Bisque Ware Slumping Molds
This is part two of a
multi-part tip on using bisque ware as a slumping mold. Click
here to go to part one.
Once you've selected your bisque ware, the next step is to
prepare it for use as a slumping mold. This usually involves
drilling several small holes in the bottom of the mold. These
holes allow air to escape during slumping; all but the most shallow
molds will require that holes be drilled.
In addition to the mold, you'll need an electric drill and the
appropriate bit. Drill bits should be small -- 1/16" or 3/32"
is ideal, but 1/8" can also work. A masonry bit will work
well, but good holes can be drilled with bits made for drilling in
wood or other materials.
Though not essential, a drill press will make the drilling
easier and will virtually guarantee good holes. But even if
you don't have a drill press you can do a good job with a handheld
drill, so long as you drill slowly and carefully and with the drill
held straight up and down.
For best results, drill holes in the deepest part of the mold.

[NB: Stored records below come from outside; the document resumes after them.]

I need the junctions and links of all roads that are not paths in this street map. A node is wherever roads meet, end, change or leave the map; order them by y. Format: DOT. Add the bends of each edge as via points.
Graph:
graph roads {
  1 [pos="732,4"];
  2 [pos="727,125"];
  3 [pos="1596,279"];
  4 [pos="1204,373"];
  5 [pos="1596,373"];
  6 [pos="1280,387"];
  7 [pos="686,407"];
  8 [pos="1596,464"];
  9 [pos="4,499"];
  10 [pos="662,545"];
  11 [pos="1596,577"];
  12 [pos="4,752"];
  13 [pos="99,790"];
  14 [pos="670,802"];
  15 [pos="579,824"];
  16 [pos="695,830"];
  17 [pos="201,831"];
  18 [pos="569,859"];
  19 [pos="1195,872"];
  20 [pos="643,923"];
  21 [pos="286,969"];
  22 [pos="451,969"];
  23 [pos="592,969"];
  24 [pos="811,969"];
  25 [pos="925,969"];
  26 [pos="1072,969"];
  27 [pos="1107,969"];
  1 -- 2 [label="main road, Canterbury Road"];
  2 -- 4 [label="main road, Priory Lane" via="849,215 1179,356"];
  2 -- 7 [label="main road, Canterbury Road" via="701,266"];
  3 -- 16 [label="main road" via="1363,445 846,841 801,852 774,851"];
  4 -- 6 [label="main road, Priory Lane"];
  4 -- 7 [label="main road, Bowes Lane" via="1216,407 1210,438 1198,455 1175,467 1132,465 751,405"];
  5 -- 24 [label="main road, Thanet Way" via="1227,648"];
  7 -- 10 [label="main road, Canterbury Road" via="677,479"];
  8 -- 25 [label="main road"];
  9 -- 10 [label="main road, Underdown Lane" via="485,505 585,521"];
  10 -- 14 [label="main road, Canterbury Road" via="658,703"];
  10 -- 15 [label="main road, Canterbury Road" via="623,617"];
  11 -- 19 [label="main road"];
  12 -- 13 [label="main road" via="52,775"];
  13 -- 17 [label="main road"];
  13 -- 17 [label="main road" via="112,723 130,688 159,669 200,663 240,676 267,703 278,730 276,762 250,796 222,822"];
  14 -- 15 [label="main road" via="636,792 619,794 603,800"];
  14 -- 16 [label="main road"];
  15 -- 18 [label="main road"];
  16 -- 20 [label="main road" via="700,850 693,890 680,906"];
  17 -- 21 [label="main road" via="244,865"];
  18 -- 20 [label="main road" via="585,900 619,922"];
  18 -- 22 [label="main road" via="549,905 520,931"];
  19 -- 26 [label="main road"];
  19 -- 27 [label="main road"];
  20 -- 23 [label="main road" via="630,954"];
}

You should drill at least two (and three is better) holes, spaced
equally apart in the mold. You can drill from either the
bottom or the top of the mold; use whichever approach is easier.
Drill slowly, and be especially careful when starting and finishing
the hole -- these are the times when the drill is most likely to
slip and cause a chipped spot in the bisque ware.
Once the holes are drilled, clean the edges around the hole by
sanding the mold lightly with fine sandpaper. Then kiln wash
the mold, allow the wash to dry, and you're ready for slumping.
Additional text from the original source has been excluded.